PROBLEM TO SOLVE:
Count every line in this listing that has "Foxgrove". Reply with only the total.

THE DATA:

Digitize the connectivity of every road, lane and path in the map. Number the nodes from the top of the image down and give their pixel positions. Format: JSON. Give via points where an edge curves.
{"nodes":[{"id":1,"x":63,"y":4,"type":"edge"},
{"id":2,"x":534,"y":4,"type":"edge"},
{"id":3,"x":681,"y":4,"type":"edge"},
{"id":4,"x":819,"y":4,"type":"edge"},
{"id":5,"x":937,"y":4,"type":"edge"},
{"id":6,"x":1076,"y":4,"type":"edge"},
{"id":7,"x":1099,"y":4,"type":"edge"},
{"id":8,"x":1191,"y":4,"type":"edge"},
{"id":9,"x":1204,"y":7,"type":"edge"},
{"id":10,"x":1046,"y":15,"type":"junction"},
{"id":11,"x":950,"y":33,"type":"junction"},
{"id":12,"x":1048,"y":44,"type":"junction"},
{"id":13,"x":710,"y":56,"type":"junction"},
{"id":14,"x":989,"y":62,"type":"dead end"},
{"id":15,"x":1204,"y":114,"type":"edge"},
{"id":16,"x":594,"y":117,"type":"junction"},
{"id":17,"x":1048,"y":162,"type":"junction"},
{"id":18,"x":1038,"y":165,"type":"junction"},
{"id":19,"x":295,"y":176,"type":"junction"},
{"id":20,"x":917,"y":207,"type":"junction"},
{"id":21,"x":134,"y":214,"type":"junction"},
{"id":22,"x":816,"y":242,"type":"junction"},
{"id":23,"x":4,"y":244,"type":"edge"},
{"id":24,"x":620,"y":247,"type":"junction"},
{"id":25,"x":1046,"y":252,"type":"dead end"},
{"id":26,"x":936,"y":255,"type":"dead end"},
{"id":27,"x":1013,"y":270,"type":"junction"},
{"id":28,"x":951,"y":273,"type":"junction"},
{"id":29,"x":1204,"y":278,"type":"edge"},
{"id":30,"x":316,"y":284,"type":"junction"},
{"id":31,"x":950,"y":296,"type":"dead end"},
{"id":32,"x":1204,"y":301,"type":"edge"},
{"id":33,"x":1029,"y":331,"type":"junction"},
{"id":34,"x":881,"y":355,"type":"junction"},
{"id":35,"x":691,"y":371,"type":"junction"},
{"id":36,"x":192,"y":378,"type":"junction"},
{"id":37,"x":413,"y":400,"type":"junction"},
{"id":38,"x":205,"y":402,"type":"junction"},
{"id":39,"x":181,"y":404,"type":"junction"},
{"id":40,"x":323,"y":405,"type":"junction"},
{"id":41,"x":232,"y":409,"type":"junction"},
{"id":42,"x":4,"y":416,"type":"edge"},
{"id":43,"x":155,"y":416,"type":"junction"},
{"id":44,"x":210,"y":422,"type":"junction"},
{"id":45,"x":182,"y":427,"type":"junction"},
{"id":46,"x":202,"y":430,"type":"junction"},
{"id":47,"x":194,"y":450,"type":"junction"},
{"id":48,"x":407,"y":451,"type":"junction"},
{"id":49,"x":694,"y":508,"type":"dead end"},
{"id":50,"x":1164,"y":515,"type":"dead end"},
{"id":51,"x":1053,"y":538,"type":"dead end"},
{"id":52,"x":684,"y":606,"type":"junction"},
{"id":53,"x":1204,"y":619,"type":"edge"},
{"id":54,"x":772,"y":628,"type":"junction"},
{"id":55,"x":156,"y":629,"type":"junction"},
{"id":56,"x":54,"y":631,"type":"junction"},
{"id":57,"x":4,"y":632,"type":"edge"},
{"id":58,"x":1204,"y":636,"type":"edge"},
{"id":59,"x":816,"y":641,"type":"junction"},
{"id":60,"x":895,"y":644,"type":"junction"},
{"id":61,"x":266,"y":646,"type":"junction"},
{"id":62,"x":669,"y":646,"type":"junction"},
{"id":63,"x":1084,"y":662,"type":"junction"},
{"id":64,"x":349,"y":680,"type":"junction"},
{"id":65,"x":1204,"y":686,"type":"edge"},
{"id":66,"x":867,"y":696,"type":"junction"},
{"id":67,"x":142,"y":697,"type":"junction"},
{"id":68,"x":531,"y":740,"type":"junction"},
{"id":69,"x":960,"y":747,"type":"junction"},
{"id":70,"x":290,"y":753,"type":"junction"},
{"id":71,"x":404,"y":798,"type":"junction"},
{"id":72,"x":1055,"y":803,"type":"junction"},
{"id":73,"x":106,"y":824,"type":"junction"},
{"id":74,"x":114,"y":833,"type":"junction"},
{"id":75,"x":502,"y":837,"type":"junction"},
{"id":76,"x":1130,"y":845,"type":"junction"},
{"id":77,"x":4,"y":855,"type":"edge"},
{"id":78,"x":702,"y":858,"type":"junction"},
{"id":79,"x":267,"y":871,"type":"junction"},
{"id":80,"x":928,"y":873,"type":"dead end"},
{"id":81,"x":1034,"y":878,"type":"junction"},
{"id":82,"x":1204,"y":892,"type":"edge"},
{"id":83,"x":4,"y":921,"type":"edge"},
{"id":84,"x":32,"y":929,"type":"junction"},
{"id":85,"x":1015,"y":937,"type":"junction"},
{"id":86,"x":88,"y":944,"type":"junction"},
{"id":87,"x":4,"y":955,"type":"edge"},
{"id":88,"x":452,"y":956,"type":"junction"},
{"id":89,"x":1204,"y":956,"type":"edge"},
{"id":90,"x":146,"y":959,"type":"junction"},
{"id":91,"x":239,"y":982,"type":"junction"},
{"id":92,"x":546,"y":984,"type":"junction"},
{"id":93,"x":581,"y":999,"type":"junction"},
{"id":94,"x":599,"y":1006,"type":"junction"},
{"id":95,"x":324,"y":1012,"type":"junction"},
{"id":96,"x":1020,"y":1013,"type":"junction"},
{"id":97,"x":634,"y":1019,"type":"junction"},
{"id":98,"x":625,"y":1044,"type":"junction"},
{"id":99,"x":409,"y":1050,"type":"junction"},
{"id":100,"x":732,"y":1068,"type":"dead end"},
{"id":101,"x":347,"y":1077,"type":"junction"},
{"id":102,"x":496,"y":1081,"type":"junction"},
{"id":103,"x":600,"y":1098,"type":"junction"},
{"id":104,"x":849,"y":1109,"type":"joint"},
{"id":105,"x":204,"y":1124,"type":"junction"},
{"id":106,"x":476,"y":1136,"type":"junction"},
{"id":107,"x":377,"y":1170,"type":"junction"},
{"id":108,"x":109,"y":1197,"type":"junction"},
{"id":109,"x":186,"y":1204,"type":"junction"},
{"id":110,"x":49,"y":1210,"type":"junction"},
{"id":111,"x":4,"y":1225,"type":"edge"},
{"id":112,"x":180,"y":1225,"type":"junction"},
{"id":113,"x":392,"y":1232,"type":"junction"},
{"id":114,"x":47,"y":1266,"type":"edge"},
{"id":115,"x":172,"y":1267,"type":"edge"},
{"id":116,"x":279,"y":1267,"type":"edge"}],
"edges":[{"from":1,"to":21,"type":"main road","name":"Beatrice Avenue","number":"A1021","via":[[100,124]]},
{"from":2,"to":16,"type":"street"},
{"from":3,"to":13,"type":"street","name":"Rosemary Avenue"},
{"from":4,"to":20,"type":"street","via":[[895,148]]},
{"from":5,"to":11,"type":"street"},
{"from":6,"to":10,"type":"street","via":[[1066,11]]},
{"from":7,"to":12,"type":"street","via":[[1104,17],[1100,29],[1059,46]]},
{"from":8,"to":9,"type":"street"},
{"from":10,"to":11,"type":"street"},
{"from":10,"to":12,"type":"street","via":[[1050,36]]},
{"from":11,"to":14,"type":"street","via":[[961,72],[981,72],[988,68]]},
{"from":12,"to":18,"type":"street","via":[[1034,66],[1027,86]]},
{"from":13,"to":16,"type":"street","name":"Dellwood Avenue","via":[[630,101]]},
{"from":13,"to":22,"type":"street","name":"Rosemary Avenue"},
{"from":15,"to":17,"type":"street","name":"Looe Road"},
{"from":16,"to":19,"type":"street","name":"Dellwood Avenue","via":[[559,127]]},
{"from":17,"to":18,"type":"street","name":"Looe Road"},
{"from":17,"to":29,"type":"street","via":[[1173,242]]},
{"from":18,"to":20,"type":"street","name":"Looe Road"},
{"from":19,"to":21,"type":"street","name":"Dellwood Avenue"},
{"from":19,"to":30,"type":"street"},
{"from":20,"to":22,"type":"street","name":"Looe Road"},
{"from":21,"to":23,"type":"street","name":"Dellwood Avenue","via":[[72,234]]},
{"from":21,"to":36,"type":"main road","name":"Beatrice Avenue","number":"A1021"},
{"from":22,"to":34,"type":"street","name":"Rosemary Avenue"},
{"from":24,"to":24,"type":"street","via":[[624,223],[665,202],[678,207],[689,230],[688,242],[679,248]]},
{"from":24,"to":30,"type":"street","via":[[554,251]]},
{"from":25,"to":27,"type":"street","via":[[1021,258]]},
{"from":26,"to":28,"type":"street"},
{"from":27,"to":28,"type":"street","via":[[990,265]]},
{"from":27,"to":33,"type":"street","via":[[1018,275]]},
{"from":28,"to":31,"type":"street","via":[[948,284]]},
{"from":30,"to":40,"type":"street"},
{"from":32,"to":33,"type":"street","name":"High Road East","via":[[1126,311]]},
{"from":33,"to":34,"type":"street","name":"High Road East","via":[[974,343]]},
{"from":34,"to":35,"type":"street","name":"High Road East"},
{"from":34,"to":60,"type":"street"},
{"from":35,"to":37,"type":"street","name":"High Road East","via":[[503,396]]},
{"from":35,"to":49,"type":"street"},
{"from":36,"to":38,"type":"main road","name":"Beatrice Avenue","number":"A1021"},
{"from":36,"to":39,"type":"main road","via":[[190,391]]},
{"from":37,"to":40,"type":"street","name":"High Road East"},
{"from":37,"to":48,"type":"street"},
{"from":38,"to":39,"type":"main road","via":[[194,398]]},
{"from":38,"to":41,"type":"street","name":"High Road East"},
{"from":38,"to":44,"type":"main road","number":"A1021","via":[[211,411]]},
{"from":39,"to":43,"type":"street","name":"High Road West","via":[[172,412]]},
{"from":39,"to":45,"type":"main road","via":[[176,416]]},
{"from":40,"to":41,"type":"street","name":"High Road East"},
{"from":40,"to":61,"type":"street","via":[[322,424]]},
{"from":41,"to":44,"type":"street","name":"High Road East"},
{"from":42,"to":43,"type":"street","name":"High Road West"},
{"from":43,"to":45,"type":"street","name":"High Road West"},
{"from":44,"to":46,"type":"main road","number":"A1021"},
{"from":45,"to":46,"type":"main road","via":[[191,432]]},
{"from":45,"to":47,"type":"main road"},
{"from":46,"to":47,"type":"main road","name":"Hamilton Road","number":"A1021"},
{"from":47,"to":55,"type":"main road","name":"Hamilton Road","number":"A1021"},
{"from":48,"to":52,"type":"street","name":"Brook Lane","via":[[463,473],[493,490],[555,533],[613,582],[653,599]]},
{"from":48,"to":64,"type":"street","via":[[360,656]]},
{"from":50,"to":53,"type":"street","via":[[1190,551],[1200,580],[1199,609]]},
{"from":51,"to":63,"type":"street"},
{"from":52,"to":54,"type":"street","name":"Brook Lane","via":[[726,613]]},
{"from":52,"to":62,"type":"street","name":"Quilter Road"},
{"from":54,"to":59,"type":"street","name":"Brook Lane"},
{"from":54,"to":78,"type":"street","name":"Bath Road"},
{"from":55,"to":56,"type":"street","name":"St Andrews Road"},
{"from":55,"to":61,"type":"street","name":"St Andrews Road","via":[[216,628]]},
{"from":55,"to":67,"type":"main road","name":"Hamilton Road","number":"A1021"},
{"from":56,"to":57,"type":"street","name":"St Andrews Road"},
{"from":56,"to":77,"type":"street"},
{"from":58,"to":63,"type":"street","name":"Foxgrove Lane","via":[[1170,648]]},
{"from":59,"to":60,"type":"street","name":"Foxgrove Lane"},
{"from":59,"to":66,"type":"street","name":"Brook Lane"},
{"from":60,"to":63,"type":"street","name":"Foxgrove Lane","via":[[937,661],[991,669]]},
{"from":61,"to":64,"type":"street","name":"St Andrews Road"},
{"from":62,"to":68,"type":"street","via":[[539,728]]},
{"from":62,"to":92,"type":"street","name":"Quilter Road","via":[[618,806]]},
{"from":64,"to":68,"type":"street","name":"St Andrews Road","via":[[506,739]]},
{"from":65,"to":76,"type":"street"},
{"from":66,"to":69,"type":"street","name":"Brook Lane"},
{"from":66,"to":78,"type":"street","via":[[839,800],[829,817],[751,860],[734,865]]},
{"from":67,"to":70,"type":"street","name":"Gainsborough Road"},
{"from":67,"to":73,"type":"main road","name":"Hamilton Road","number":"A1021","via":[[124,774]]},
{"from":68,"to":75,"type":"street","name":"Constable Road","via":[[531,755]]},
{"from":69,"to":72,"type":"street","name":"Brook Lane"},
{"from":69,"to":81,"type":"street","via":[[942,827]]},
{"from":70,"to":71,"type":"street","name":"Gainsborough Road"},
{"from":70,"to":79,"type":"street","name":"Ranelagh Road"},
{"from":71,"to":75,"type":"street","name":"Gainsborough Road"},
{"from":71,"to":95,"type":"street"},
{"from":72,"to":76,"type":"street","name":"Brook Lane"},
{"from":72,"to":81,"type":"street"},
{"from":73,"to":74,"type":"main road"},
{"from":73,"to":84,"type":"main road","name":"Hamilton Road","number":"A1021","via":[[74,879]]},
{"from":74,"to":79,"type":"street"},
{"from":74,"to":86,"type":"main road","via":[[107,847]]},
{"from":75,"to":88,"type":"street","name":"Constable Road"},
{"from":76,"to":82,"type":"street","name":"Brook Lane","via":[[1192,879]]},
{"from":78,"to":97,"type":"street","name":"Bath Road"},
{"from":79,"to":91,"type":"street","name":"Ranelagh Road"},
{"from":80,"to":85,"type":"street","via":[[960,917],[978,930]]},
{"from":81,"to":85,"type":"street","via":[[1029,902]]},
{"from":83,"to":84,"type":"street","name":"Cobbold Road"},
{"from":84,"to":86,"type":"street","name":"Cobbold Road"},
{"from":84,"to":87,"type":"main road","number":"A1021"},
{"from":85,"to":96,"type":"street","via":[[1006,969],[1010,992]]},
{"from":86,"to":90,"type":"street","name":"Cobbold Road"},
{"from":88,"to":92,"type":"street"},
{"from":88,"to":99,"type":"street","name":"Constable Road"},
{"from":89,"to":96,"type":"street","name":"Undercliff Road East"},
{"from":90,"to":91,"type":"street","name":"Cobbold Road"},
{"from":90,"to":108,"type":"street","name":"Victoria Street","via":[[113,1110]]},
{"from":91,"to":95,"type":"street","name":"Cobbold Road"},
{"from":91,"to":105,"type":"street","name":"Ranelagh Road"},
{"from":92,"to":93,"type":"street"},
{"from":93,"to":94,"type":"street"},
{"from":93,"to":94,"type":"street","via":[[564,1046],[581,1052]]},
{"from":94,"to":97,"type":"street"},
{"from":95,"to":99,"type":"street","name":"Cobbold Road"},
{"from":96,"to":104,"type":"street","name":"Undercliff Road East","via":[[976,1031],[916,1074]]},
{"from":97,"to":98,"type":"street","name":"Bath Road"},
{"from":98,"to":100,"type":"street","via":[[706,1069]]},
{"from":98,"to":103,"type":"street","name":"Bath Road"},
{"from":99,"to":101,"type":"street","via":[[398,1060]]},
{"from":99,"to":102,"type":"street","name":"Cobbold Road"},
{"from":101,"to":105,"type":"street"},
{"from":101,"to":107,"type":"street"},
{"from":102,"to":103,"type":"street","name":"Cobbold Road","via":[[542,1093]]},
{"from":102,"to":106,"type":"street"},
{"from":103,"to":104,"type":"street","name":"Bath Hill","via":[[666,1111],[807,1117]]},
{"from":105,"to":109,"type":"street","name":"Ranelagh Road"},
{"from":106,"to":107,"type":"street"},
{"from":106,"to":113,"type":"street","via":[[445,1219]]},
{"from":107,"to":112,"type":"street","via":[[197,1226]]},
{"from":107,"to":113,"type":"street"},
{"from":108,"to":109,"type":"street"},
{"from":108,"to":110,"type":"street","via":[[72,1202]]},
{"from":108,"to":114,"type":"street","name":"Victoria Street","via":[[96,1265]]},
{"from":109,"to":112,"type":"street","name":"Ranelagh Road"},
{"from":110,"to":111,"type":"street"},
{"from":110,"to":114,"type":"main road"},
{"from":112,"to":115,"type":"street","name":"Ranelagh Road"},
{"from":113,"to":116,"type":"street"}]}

TASK OUTPUT:
3